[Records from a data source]
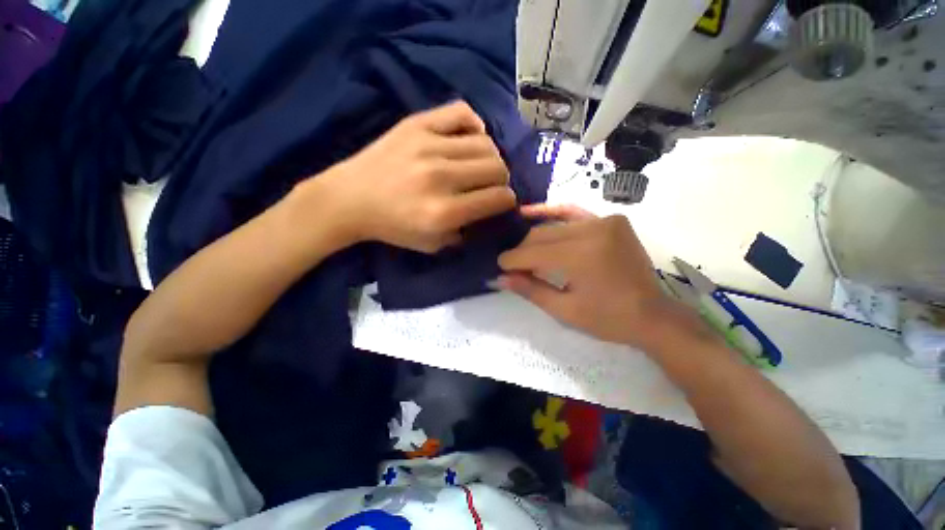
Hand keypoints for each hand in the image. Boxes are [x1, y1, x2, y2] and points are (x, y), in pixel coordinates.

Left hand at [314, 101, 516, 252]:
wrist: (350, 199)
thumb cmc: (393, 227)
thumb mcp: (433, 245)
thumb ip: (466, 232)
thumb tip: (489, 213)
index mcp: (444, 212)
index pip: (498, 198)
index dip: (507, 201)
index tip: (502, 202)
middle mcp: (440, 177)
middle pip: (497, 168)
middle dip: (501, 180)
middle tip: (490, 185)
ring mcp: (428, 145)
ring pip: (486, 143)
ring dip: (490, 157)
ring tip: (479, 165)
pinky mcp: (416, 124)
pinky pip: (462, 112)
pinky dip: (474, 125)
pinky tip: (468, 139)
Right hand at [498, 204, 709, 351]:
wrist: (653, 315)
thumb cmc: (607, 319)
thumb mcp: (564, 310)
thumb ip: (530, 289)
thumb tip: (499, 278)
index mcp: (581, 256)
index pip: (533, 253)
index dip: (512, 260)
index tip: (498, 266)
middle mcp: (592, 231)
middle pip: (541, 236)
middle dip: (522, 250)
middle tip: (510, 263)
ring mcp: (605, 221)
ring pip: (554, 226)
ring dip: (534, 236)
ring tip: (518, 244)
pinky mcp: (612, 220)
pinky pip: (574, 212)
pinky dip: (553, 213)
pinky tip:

• Your task:
Would you copy every entry exactly as it stands, leaving out the pictures?

• Solution to this exercise:
Hand keypoints for each hand in the image. Boxes are [x1, y1, x2, y2] and points are (x, y), in pixel coordinates.

Left hand at [314, 101, 516, 252]:
wrist: (350, 199)
thumb cmc: (393, 227)
thumb mcp: (433, 245)
thumb ip: (466, 232)
thumb tip: (489, 213)
index mcp: (444, 212)
index pip: (498, 198)
index dip: (507, 201)
index tip: (502, 202)
middle mcp: (440, 177)
middle pip: (497, 168)
middle dip: (501, 180)
middle tip: (490, 185)
ring mcp: (428, 145)
ring pip: (486, 143)
ring dip: (490, 157)
ring tip: (479, 165)
pinky mcp: (416, 124)
pinky pip: (462, 112)
pinky dip: (474, 125)
pinky tip: (468, 139)
Right hand at [498, 204, 709, 351]:
wrist: (653, 315)
thumb cmc: (607, 319)
thumb mcp: (564, 310)
thumb ip: (530, 289)
thumb tip: (499, 278)
index mcp: (581, 256)
index pip: (533, 253)
index dip: (512, 260)
index tip: (498, 266)
middle mcp: (592, 231)
middle pip: (541, 236)
middle dip: (522, 250)
middle tip: (510, 263)
ring mcp: (605, 221)
ring pip: (554, 226)
ring dip: (534, 236)
ring tip: (518, 244)
pinky mcp: (612, 220)
pinky pip: (574, 212)
pinky dip: (553, 213)
pinky tip:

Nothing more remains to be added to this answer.